> **What the task requires**: Return the lines of the data below in which the string "numbered" occurs.

> **Saved data entries**:

•••••

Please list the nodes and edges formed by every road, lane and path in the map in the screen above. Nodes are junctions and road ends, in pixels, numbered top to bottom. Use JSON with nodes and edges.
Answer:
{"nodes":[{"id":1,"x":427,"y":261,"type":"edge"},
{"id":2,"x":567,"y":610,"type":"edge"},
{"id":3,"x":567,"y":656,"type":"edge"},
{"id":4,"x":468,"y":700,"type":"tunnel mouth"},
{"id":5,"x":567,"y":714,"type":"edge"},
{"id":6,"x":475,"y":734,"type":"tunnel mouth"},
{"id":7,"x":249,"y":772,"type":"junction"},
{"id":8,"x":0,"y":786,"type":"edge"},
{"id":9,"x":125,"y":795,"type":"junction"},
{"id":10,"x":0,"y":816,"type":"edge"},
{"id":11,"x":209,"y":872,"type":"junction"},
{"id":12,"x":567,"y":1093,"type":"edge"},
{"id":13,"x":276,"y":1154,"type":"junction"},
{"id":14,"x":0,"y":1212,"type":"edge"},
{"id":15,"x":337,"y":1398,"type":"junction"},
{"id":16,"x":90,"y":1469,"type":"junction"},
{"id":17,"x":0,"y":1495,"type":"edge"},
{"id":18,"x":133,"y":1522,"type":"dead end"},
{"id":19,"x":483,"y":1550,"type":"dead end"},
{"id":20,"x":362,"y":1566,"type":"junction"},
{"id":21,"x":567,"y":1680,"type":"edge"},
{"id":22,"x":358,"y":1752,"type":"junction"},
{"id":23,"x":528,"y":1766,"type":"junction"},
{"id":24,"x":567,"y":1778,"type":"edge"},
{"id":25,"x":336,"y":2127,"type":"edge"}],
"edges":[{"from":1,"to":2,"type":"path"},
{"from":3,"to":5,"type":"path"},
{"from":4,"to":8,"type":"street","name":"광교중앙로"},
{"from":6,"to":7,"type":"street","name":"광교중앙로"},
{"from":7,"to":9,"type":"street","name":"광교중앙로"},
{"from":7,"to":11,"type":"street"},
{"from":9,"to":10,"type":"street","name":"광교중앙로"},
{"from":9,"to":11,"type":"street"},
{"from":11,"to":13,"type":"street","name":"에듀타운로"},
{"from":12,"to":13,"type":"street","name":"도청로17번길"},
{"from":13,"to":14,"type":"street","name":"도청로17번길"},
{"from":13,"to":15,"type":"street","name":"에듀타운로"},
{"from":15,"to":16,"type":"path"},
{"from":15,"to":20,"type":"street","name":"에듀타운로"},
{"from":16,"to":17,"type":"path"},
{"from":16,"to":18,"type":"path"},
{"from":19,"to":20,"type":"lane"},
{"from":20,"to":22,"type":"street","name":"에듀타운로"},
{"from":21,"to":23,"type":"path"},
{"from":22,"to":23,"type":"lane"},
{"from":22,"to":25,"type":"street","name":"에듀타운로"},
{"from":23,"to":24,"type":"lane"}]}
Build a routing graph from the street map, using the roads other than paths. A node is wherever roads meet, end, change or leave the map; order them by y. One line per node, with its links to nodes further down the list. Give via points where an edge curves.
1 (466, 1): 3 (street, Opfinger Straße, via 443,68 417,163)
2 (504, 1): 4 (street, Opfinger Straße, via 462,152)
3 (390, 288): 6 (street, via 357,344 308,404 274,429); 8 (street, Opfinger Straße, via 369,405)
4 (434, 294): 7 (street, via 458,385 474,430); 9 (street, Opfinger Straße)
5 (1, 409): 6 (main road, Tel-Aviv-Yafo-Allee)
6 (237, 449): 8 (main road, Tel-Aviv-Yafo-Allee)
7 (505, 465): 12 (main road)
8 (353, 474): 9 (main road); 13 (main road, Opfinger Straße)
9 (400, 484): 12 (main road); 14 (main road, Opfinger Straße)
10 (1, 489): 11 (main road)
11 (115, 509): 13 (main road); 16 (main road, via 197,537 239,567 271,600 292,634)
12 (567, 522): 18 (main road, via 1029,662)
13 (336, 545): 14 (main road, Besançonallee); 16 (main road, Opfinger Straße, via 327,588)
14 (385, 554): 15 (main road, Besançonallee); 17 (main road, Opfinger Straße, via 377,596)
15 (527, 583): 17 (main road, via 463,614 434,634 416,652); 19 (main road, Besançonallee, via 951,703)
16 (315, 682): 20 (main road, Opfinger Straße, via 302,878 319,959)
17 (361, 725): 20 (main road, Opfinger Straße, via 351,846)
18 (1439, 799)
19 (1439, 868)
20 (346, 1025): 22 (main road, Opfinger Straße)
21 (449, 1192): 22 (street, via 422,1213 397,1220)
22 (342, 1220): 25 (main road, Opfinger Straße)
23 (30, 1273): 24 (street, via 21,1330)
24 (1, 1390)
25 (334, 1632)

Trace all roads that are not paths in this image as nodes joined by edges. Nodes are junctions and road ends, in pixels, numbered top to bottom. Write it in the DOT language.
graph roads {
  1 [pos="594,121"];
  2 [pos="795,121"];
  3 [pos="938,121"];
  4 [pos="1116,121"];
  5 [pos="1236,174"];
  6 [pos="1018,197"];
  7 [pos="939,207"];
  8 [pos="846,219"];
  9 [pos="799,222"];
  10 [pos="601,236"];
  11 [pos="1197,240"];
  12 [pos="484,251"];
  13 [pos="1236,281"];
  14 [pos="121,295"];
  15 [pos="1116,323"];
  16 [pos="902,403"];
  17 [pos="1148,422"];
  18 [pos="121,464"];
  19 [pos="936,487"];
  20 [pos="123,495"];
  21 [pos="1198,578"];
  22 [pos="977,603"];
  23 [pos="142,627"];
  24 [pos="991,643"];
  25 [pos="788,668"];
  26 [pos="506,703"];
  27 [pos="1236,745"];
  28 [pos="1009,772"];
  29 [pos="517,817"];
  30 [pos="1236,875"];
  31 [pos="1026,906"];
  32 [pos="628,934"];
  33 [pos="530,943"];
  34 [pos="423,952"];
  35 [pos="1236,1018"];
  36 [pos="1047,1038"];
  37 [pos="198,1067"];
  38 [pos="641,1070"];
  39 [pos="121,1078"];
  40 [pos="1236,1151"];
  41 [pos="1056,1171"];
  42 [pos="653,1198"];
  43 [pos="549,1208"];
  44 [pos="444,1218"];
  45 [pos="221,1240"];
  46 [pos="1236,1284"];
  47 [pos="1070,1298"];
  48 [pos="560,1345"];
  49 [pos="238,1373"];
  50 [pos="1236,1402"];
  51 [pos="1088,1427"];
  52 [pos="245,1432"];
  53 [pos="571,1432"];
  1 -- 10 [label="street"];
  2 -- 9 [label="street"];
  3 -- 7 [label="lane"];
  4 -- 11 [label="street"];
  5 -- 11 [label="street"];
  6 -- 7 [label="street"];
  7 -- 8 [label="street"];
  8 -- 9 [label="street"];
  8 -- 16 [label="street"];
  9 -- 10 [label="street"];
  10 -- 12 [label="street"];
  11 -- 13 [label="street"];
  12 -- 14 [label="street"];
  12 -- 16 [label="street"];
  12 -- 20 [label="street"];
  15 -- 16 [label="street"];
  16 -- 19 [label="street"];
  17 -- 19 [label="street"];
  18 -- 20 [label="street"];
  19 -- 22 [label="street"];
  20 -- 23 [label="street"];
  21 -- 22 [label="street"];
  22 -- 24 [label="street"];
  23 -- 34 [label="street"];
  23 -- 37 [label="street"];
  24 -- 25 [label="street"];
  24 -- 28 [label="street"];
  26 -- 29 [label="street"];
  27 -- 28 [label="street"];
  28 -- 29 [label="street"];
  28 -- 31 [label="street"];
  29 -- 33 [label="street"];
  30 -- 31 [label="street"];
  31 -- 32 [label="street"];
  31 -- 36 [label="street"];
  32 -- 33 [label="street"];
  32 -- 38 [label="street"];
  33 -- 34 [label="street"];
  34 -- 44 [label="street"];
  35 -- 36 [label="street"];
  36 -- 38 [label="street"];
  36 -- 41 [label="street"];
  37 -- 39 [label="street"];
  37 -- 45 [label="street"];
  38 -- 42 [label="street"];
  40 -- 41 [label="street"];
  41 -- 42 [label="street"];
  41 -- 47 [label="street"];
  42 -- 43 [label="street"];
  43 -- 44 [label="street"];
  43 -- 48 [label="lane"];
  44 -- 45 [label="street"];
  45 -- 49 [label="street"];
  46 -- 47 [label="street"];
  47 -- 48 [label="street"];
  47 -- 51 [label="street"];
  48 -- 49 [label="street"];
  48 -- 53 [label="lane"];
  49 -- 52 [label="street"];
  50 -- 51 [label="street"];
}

•••••

> **Output below**:
Please list the nodes and edges formed by every road, lane and path in the map in the screen above. Nodes are junctions and road ends, in pixels, numbered top to bottom. Use JSON with nodes and edges.
Trace all roads that are not paths in this image as nodes joined by edges. Nodes are junctions and road ends, in pixels, numbered top to bottom. Write it in the DOT language.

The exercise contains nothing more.